“I also really wanted the show to be about the fear of sex.”
Everyone (Vanity Fair, GQ, end of list) has been rolling out these glorious oral histories of beloved TV shows for a few months now, and each time, you’re all “oh, great, I wish this was Freaks and Geeks instead of Cheers,” and then, one magical day…
James Franco!
JUDD APATOW: We didn’t think of him as handsome. We thought his mouth was too big for his face and he seemed perfect to be a small-town cool guy who wasn’t as cool as he thought he was. When all the women in our office started talking about how gorgeous he was, me and Feig started laughing because we just didn’t see it.
John Francis Daley!
LINDA CARDELLINI: John was so natural. One day on the set I was sitting thinking about my part, and John was shoving his spaghetti in his mouth that we were supposed to eat in the dinner scene, going, “It’s so great! All we have to do is act! It’s, like, the easiest job in the world.” I thought, My God, he totally has it right.
Paul Feig!
PAUL FEIG: There was a store I used to shop in during high school, a disco-flavored men’s clothing store. One day one of the salesmen drags me over. He goes, “This is the hottest thing, man,” and shows me this big denim jumpsuit with the flare pants and the big collar. To this day if I get a new piece of clothing I can’t wait to wear it. So I could not be stopped from wearing it to school, and the minute I walked in the front door I knew I had made a huge mistake. It was fun, on the show, re-creating the most horrific moments of my past.
LINDA AND BUSY!
BUSY PHILIPPS: Paul and Judd awkwardly tried to talk to Linda and me about how, now that we’re on a TV show, we shouldn’t think about losing weight, which had never even occurred to me. They were like, “Don’t get crazy now — don’t think you have to be an actress that’s really skinny.” And I was reading things in the press about how we were the anti-Dawson’s Creek. There was one quote I remember very clearly, like, “You won’t find any pretty people on Freaks and Geeks.” That was interesting as a 19-year-old girl to read. We were not standard packaging.
Denial!
JUDD APATOW: Whenever I see an opportunity to use any of the people from Freaks and Geeks, I do it. It’s a way of refusing to accept that the show was canceled. In my head, I can look at Knocked Up as just an episode of Seth’s character getting a girl pregnant. All of the movies relate in my mind in that way, as the continuous adventures of those characters.

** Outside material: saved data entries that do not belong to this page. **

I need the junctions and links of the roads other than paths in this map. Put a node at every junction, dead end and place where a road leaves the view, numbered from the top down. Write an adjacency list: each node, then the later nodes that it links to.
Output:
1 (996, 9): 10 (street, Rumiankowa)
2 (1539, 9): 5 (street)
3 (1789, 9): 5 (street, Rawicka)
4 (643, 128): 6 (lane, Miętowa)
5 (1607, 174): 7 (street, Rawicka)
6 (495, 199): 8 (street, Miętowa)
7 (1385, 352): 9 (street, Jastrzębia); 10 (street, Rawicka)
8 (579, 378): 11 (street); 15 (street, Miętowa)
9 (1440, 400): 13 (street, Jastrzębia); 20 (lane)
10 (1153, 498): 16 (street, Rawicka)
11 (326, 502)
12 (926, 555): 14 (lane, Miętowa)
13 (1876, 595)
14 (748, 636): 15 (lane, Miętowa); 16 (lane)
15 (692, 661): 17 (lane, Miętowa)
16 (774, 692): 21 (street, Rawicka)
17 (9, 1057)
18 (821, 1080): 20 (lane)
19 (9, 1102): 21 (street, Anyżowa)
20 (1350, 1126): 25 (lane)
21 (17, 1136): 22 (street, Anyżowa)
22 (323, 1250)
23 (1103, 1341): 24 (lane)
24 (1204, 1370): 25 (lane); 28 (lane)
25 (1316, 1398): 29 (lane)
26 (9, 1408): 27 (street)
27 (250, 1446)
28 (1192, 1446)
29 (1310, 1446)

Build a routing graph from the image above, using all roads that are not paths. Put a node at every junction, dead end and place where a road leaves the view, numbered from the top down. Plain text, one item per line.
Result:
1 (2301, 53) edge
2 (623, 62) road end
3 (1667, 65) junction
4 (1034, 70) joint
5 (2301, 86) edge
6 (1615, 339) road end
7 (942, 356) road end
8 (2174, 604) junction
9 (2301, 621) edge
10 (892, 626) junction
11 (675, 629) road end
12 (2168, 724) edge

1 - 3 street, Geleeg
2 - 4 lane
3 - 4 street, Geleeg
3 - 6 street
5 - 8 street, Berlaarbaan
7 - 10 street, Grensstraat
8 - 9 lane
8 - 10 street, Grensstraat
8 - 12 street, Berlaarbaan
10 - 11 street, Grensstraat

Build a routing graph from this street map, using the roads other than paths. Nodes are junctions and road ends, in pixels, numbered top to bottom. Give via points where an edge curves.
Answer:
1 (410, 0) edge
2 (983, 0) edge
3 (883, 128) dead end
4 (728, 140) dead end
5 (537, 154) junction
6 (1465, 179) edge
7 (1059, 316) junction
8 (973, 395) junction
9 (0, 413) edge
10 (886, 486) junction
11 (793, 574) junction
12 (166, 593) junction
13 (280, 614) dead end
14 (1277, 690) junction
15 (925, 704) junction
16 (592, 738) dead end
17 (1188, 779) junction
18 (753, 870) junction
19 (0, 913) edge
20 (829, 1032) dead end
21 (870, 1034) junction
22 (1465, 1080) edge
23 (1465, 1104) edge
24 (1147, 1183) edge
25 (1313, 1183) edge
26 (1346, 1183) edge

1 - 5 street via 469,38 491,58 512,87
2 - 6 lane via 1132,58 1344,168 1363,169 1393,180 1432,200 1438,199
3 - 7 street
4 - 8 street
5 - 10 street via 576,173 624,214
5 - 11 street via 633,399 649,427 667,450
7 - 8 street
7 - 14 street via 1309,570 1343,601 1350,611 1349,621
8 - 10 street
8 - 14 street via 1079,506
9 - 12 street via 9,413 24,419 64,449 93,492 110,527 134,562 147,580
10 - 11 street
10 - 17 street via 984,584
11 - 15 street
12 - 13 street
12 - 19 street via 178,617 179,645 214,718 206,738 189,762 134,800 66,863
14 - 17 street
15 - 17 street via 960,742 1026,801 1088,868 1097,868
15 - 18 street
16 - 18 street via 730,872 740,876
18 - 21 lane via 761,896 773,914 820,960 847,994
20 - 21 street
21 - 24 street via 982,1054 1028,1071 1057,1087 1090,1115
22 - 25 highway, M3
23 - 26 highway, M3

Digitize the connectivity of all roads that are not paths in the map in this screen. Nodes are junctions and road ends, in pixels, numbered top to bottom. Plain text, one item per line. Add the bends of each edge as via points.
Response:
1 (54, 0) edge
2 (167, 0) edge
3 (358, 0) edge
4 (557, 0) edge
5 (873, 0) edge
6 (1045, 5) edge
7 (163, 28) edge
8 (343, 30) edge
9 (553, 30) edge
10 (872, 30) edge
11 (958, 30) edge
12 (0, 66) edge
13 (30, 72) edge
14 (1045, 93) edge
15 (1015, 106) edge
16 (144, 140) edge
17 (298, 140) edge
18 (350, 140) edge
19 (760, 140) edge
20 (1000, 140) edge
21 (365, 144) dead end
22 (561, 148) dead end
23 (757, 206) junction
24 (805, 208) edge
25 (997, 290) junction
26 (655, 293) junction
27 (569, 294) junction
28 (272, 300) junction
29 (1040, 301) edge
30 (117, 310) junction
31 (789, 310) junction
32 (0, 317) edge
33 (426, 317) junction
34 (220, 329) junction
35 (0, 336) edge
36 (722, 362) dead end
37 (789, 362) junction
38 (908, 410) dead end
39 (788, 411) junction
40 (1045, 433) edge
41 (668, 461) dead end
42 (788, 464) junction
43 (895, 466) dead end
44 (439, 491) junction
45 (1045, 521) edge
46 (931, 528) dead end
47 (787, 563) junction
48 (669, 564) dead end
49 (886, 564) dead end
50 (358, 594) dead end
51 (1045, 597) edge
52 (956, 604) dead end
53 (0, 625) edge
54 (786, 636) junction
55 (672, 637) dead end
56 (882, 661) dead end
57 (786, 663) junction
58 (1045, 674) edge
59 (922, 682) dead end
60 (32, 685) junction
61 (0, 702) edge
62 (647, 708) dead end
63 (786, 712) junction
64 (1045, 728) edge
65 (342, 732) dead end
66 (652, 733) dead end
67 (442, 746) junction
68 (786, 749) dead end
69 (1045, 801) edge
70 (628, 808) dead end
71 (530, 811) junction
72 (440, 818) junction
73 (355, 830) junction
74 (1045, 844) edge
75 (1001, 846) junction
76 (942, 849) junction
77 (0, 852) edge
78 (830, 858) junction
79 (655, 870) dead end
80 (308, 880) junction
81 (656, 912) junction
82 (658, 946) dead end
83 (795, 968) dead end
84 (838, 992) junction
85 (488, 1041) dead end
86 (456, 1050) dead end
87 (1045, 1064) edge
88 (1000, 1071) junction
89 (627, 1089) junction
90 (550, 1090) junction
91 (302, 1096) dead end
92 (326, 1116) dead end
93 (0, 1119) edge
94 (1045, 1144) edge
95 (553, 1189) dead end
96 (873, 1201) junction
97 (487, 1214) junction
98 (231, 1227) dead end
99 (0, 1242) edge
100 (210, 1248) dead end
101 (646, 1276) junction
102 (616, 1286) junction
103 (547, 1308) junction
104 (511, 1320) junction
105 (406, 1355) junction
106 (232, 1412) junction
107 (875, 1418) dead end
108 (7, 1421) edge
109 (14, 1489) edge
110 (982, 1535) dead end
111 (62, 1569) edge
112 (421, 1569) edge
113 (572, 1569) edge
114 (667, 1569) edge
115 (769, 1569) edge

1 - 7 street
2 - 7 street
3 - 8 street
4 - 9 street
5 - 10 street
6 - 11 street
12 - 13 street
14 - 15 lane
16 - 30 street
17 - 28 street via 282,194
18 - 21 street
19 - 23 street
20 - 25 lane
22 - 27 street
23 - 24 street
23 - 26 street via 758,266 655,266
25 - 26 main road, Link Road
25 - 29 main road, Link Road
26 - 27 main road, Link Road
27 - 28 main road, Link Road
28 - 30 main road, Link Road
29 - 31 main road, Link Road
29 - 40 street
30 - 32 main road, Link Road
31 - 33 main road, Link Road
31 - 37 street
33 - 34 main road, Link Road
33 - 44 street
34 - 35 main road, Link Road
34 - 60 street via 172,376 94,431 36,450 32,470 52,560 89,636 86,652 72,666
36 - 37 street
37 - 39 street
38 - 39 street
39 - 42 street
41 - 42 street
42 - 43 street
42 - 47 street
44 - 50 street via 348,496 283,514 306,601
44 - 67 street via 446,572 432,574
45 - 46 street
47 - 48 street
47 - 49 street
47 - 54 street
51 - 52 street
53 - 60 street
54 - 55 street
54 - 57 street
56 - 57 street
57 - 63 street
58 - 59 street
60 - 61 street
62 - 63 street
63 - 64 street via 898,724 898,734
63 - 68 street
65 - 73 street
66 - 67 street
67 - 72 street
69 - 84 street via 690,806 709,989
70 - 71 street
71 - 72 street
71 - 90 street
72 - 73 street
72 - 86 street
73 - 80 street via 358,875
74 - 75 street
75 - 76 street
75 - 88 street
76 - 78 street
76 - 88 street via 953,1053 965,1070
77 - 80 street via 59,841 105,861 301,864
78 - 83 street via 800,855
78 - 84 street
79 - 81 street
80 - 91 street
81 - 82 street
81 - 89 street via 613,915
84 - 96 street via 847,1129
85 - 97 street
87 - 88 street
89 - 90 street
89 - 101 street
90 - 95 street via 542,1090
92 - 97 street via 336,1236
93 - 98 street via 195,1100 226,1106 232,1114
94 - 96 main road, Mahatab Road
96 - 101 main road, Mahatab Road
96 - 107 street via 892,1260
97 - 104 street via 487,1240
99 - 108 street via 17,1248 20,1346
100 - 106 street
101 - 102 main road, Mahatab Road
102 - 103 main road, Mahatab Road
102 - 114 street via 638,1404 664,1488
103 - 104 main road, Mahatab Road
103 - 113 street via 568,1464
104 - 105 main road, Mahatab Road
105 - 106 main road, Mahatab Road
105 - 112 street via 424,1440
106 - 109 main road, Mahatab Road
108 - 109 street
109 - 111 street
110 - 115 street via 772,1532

The thing about Freaks and Geeks, for me, is that it worked for people who hated high school and for people who liked it. I was not exactly Stockard Channing, but there were enough of us doing the IB program that we could sit around at one table high-fiving ourselves and making it work. It’s like that one scene with Martin Starr as Bill eating and watching TV and just BUSTING A GUT happily, you know? He didn’t need your approval. You know.